PURPOSE - Systemic oxidative stress has been implicated in the pathogenesis and progression of many chronic diseases, including breast cancer. No studies have investigated F2-isoprostanes (F2-IsoPs), valid biomarkers of systemic oxidative stress, in association with breast cancer prognosis. We conducted a nested case-control study in a prospective breast cancer survivor cohort to investigate systemic oxidative stress and survival.
METHODS - Urinary levels of F2-IsoPs and its major urinary metabolite (2,3-dinor-5,6-dihydro-15-F2t-IsoP, F2-IsoP-M) were measured post-cancer treatment using gas chromatography/negative ion chemical ionization mass spectrometry for 57 deceased breast cancer patients (cases) and 103 surviving patients (controls) matched 1:2 on age at diagnosis, stage, and diagnosis year. Odds ratios (ORs) and 95 % confidence intervals (CIs) were derived from conditional logistic regression models.
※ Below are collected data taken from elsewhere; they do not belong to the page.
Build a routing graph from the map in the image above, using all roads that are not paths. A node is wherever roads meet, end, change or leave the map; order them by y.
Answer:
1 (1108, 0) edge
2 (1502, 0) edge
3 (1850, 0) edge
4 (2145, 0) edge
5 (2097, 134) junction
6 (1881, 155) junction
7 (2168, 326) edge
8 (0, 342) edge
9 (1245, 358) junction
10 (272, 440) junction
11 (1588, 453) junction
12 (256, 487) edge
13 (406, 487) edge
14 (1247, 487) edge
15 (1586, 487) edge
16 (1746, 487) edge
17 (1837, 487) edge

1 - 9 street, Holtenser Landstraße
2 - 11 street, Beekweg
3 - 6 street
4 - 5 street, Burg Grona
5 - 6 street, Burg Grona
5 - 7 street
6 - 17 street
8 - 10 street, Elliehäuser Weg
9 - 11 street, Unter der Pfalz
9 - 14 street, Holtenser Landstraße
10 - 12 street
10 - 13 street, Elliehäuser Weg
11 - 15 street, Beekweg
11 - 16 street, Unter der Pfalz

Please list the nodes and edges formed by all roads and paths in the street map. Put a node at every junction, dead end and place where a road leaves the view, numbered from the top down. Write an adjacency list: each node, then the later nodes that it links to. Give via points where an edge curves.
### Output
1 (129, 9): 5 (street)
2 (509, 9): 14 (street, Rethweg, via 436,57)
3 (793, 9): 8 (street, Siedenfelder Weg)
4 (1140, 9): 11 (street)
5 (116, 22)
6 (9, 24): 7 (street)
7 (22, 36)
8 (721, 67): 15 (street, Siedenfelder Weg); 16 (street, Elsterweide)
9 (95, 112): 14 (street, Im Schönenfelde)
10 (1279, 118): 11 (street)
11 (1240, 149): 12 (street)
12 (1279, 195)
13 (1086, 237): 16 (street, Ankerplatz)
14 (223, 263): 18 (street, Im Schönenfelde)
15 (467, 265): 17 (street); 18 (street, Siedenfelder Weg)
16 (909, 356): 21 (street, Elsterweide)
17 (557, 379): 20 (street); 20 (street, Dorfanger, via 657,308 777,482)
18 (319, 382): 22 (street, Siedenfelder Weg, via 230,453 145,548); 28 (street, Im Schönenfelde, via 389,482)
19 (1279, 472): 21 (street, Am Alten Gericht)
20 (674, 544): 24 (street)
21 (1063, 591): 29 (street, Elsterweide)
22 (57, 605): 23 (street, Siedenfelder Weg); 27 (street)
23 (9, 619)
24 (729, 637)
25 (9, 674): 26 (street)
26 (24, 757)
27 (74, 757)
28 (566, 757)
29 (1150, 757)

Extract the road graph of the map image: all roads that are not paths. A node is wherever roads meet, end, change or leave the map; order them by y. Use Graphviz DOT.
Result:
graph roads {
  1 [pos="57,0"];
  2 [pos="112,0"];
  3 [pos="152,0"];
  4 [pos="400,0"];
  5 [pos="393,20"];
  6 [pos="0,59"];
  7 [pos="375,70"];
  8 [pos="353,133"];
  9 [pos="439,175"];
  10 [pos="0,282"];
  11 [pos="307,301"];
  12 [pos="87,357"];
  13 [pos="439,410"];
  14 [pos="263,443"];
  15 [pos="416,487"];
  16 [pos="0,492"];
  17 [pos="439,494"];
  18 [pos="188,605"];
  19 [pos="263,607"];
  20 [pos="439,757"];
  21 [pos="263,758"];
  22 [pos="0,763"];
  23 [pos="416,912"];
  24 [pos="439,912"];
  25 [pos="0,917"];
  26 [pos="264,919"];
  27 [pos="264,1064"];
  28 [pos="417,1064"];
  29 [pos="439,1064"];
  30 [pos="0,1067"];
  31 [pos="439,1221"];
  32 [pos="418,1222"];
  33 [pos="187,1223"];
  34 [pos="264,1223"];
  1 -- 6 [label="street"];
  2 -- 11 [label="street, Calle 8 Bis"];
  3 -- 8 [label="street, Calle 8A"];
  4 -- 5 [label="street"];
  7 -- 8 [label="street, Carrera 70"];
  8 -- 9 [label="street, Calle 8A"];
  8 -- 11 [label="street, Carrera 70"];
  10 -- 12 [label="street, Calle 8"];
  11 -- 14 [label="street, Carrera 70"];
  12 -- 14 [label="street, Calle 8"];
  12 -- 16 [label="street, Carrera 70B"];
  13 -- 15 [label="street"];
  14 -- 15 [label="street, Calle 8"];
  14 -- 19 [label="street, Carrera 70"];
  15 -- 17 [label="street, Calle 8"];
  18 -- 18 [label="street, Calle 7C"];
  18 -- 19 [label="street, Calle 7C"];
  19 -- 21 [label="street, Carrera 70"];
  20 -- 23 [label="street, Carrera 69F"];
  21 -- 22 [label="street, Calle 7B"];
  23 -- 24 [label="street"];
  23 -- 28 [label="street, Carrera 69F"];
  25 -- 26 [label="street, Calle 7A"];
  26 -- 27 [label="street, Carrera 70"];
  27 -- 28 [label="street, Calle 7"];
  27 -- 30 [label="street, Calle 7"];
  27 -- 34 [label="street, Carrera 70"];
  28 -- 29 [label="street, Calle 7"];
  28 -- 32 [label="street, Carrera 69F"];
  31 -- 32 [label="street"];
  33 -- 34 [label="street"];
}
RESULTS - In unadjusted models, elevated F2-IsoP levels categorized based on the median value [≥1.73; <1.73 (reference)] were nonsignificantly inversely associated with mortality (OR 0.51, 95 % CI 0.24-1.10). After adjustment for potential confounders, elevated F2-IsoP levels were significantly associated with mortality (OR 0.36, 95 % CI 0.14-0.96). The inverse association was marginally significant when F2-IsoP was categorized based on tertiles (p trend = 0.08). In contrast, elevated F2-IsoP-M levels, categorized based on the median level [≥0.91; < 0.91(reference)], were associated with a statistically nonsignificant increased risk of mortality in both unadjusted and adjusted models (adjusted OR 1.39, 95 % CI 0.62-3.09).
CONCLUSION - Results suggest a role for oxidative stress biomarkers in breast cancer survival; however, as this is the first study to date, additional larger studies are needed.